Ülkemiz özeline gelince, aslında bana göre ifade özgürlüğü konusundaki karnemiz hiçbir ciddi anlamda geriye gidildiğini göstermektedir. Akademisyen, gazeteci, yazar, fikir insanı kim olursa olsun herkesin bugün düşüncelerini ifade etme konusunda çok ciddi bir baskı hissettiği açıktır. Gerçekleştirilen somut uygulamalar özellikle son birkaç yıldır aydınlar üzerinde çok ciddi bir oto-sansür sürecinin yaşanmasına neden olmuştur/olmaktadır. Fikirlerin baskı altına alınması, ifade özgürlüğünün kısıtlanması bir toplumun hayat damarlarının kesilmesi anlamına gelecek kadar önemlidir.

Türkiye gibi devasa bir ülke yönetimini üstlenmiş olan siyasilerin en başta her türden öneri ve eleştiriye açık olması, her fikri dinlemesi gerekmez mi? Bizler millet olarak en ileri ve çağdaş uluslarla yarışma ve onların her anlamda düzeyini yakalama sevdasıyla yaşamıyor muyuz? Fikirlerin baskı altına alındığı böylesine bir ortamda bu nasıl gerçekleşecektir, buna inanmak gerçekten çok zor.

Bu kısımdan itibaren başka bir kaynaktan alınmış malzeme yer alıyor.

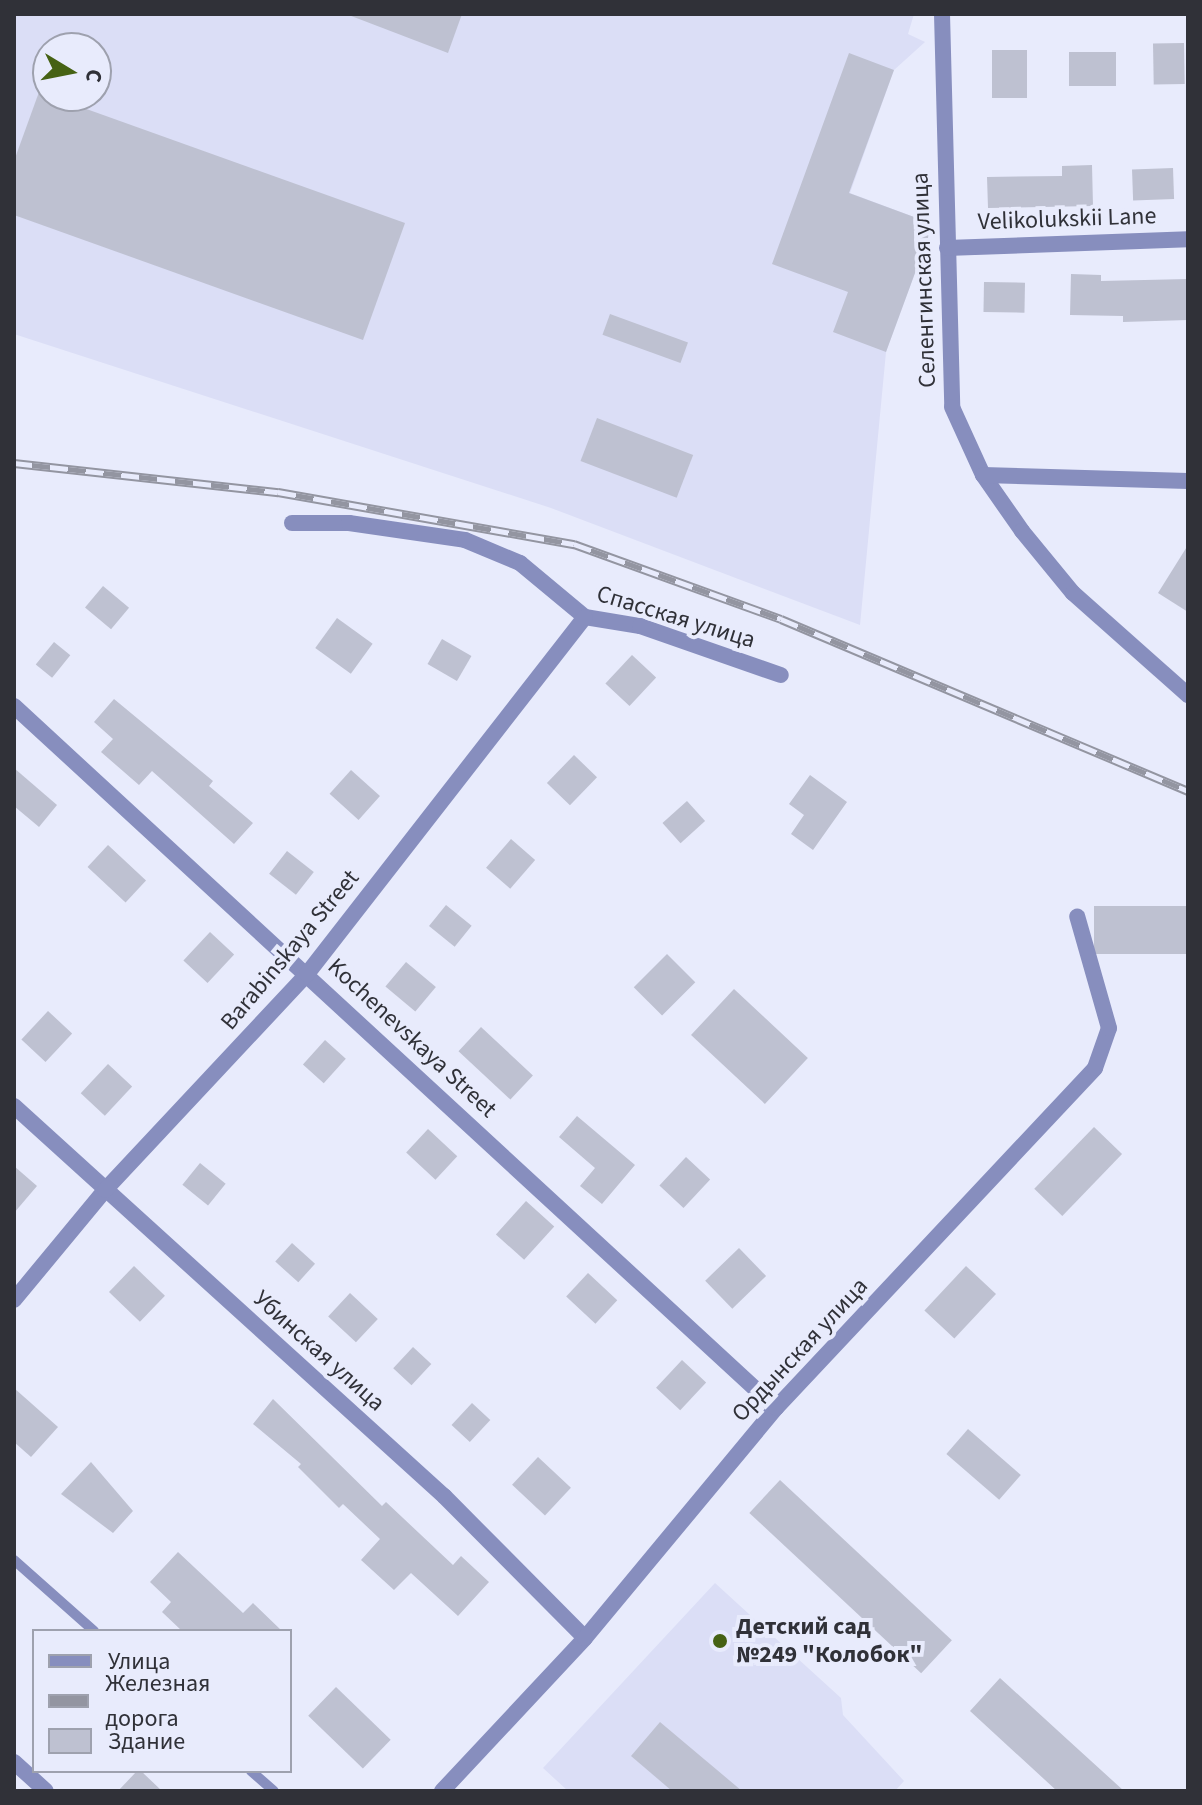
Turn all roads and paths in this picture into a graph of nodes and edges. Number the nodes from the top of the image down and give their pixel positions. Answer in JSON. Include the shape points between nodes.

Fikirlerin baskı altına alınma zincirinin en son halkasını gazeteci Can Dündar'ın Milliyet'teki görevine son verilmesi oluşturmuştur. Bu konuyla ilgili tarafların açıklamalara bakıldığında çok farklı söylemler ve büyük bir kargaşanın var olduğu ortaya çıkıyor. Bu her zaman böyledir zaten ve olayın gerçek yüzü mutlaka zamanla ortaya çıkacaktır.

Burada asıl altının çizilmesi gereken konu, mevcut hükümetin Ustalık Dönemi olarak isimlendirilen bu süreçte hükümet edenlerin öncelikle söylemlerinin daha sonrada uygulamalarının diğer dönemlere göre çok ciddi ölçüde değişmesidir.

Bilindiği gibi ustalık dönemi, ustanın en gerçek maharetlerinin, fikirlerinin ve politikalarının uygulanma dönemdir. Öyle ya acemilik, çıraklık dönemleri bitmiştir. Usta artık yerini sağlamlaştırmıştır, kendinden çok daha emindir, çok daha güven duyar kendisine ve gerçek fikirlerini, politikalarını uygulama zamanı gelmiştir. Usta her şeyi çok iyi bildiği için artık kimseyi dinleme, kimseden görüş alma ihtiyacı hissetmez buna gerek de yoktur her şeyin en doğrusunu o bilir ve uygular ...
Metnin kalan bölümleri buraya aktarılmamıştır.